Transcribe the records in full, keeping every character as it is.

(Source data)
+---+
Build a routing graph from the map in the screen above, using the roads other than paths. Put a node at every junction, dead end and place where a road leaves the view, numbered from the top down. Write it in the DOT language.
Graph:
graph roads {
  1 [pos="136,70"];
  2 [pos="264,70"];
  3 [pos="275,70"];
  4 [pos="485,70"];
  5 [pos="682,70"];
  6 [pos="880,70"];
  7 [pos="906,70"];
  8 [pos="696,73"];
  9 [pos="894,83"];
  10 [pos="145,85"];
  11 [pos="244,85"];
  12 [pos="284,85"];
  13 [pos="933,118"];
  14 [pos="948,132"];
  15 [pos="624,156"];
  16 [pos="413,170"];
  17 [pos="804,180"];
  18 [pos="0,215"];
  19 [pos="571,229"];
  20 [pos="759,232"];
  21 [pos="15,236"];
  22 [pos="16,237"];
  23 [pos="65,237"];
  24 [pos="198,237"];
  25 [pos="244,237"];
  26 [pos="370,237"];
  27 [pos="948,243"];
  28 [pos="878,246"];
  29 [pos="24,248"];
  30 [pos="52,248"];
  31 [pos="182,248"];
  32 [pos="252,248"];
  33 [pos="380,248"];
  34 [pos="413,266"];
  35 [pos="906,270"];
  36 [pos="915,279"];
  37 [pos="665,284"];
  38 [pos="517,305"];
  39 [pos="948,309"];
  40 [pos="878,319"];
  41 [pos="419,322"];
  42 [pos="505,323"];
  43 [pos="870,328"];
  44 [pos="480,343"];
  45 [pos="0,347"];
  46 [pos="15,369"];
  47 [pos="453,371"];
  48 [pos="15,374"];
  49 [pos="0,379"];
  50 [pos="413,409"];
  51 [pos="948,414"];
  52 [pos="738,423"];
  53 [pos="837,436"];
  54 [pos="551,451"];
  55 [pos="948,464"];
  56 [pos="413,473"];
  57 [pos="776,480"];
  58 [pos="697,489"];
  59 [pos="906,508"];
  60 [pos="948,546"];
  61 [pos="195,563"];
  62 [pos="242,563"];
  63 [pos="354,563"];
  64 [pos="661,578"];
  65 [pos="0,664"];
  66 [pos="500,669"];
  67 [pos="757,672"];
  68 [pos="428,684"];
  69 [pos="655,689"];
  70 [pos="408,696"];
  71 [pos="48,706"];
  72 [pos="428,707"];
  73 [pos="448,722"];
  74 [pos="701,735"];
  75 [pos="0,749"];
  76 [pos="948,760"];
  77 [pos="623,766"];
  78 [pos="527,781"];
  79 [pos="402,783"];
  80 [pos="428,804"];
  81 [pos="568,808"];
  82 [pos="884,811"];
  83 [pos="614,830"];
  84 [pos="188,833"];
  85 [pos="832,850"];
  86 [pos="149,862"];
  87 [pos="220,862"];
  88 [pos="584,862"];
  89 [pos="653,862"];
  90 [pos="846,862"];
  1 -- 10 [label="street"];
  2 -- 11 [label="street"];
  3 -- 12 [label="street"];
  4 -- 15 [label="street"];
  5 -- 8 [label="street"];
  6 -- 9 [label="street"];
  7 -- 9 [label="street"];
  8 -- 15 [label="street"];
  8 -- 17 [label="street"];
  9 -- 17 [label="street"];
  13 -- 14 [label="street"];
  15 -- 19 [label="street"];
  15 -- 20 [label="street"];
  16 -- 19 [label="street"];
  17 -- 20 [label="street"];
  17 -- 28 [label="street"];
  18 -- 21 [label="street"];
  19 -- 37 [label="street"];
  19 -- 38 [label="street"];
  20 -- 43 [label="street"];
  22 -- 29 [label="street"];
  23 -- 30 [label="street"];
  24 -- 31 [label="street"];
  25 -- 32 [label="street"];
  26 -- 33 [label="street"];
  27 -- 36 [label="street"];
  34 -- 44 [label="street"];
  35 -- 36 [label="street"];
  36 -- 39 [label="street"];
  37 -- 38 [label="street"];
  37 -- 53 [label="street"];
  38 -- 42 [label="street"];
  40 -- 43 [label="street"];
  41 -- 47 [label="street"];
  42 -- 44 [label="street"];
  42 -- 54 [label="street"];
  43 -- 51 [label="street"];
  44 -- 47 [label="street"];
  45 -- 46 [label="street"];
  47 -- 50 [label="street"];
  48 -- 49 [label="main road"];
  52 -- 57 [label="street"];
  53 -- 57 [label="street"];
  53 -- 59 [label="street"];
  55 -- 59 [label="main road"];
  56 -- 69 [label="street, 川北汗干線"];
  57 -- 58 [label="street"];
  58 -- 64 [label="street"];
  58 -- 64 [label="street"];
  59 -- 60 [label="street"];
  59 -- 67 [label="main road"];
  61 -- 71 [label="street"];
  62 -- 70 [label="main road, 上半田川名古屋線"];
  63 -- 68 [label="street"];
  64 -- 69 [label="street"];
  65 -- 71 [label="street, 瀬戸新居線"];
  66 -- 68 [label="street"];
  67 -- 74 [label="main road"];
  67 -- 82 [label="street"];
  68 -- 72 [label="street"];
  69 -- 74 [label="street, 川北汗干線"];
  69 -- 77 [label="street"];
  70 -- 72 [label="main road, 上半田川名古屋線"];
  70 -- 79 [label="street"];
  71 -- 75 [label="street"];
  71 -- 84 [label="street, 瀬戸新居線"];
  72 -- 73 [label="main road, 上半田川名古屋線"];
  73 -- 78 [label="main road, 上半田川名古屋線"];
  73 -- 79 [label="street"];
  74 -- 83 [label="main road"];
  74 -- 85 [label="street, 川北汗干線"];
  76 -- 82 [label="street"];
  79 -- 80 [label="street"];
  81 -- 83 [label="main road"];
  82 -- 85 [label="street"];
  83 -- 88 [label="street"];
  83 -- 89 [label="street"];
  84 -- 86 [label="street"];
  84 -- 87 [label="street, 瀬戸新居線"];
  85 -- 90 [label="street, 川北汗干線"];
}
+---+
### [Response for this exercise]
Build a routing graph from the map in the screen above, using the roads other than paths. Put a node at every junction, dead end and place where a road leaves the view, numbered from the top down. Write it in the DOT language.
Graph:
graph roads {
  1 [pos="136,70"];
  2 [pos="264,70"];
  3 [pos="275,70"];
  4 [pos="485,70"];
  5 [pos="682,70"];
  6 [pos="880,70"];
  7 [pos="906,70"];
  8 [pos="696,73"];
  9 [pos="894,83"];
  10 [pos="145,85"];
  11 [pos="244,85"];
  12 [pos="284,85"];
  13 [pos="933,118"];
  14 [pos="948,132"];
  15 [pos="624,156"];
  16 [pos="413,170"];
  17 [pos="804,180"];
  18 [pos="0,215"];
  19 [pos="571,229"];
  20 [pos="759,232"];
  21 [pos="15,236"];
  22 [pos="16,237"];
  23 [pos="65,237"];
  24 [pos="198,237"];
  25 [pos="244,237"];
  26 [pos="370,237"];
  27 [pos="948,243"];
  28 [pos="878,246"];
  29 [pos="24,248"];
  30 [pos="52,248"];
  31 [pos="182,248"];
  32 [pos="252,248"];
  33 [pos="380,248"];
  34 [pos="413,266"];
  35 [pos="906,270"];
  36 [pos="915,279"];
  37 [pos="665,284"];
  38 [pos="517,305"];
  39 [pos="948,309"];
  40 [pos="878,319"];
  41 [pos="419,322"];
  42 [pos="505,323"];
  43 [pos="870,328"];
  44 [pos="480,343"];
  45 [pos="0,347"];
  46 [pos="15,369"];
  47 [pos="453,371"];
  48 [pos="15,374"];
  49 [pos="0,379"];
  50 [pos="413,409"];
  51 [pos="948,414"];
  52 [pos="738,423"];
  53 [pos="837,436"];
  54 [pos="551,451"];
  55 [pos="948,464"];
  56 [pos="413,473"];
  57 [pos="776,480"];
  58 [pos="697,489"];
  59 [pos="906,508"];
  60 [pos="948,546"];
  61 [pos="195,563"];
  62 [pos="242,563"];
  63 [pos="354,563"];
  64 [pos="661,578"];
  65 [pos="0,664"];
  66 [pos="500,669"];
  67 [pos="757,672"];
  68 [pos="428,684"];
  69 [pos="655,689"];
  70 [pos="408,696"];
  71 [pos="48,706"];
  72 [pos="428,707"];
  73 [pos="448,722"];
  74 [pos="701,735"];
  75 [pos="0,749"];
  76 [pos="948,760"];
  77 [pos="623,766"];
  78 [pos="527,781"];
  79 [pos="402,783"];
  80 [pos="428,804"];
  81 [pos="568,808"];
  82 [pos="884,811"];
  83 [pos="614,830"];
  84 [pos="188,833"];
  85 [pos="832,850"];
  86 [pos="149,862"];
  87 [pos="220,862"];
  88 [pos="584,862"];
  89 [pos="653,862"];
  90 [pos="846,862"];
  1 -- 10 [label="street"];
  2 -- 11 [label="street"];
  3 -- 12 [label="street"];
  4 -- 15 [label="street"];
  5 -- 8 [label="street"];
  6 -- 9 [label="street"];
  7 -- 9 [label="street"];
  8 -- 15 [label="street"];
  8 -- 17 [label="street"];
  9 -- 17 [label="street"];
  13 -- 14 [label="street"];
  15 -- 19 [label="street"];
  15 -- 20 [label="street"];
  16 -- 19 [label="street"];
  17 -- 20 [label="street"];
  17 -- 28 [label="street"];
  18 -- 21 [label="street"];
  19 -- 37 [label="street"];
  19 -- 38 [label="street"];
  20 -- 43 [label="street"];
  22 -- 29 [label="street"];
  23 -- 30 [label="street"];
  24 -- 31 [label="street"];
  25 -- 32 [label="street"];
  26 -- 33 [label="street"];
  27 -- 36 [label="street"];
  34 -- 44 [label="street"];
  35 -- 36 [label="street"];
  36 -- 39 [label="street"];
  37 -- 38 [label="street"];
  37 -- 53 [label="street"];
  38 -- 42 [label="street"];
  40 -- 43 [label="street"];
  41 -- 47 [label="street"];
  42 -- 44 [label="street"];
  42 -- 54 [label="street"];
  43 -- 51 [label="street"];
  44 -- 47 [label="street"];
  45 -- 46 [label="street"];
  47 -- 50 [label="street"];
  48 -- 49 [label="main road"];
  52 -- 57 [label="street"];
  53 -- 57 [label="street"];
  53 -- 59 [label="street"];
  55 -- 59 [label="main road"];
  56 -- 69 [label="street, 川北汗干線"];
  57 -- 58 [label="street"];
  58 -- 64 [label="street"];
  58 -- 64 [label="street"];
  59 -- 60 [label="street"];
  59 -- 67 [label="main road"];
  61 -- 71 [label="street"];
  62 -- 70 [label="main road, 上半田川名古屋線"];
  63 -- 68 [label="street"];
  64 -- 69 [label="street"];
  65 -- 71 [label="street, 瀬戸新居線"];
  66 -- 68 [label="street"];
  67 -- 74 [label="main road"];
  67 -- 82 [label="street"];
  68 -- 72 [label="street"];
  69 -- 74 [label="street, 川北汗干線"];
  69 -- 77 [label="street"];
  70 -- 72 [label="main road, 上半田川名古屋線"];
  70 -- 79 [label="street"];
  71 -- 75 [label="street"];
  71 -- 84 [label="street, 瀬戸新居線"];
  72 -- 73 [label="main road, 上半田川名古屋線"];
  73 -- 78 [label="main road, 上半田川名古屋線"];
  73 -- 79 [label="street"];
  74 -- 83 [label="main road"];
  74 -- 85 [label="street, 川北汗干線"];
  76 -- 82 [label="street"];
  79 -- 80 [label="street"];
  81 -- 83 [label="main road"];
  82 -- 85 [label="street"];
  83 -- 88 [label="street"];
  83 -- 89 [label="street"];
  84 -- 86 [label="street"];
  84 -- 87 [label="street, 瀬戸新居線"];
  85 -- 90 [label="street, 川北汗干線"];
}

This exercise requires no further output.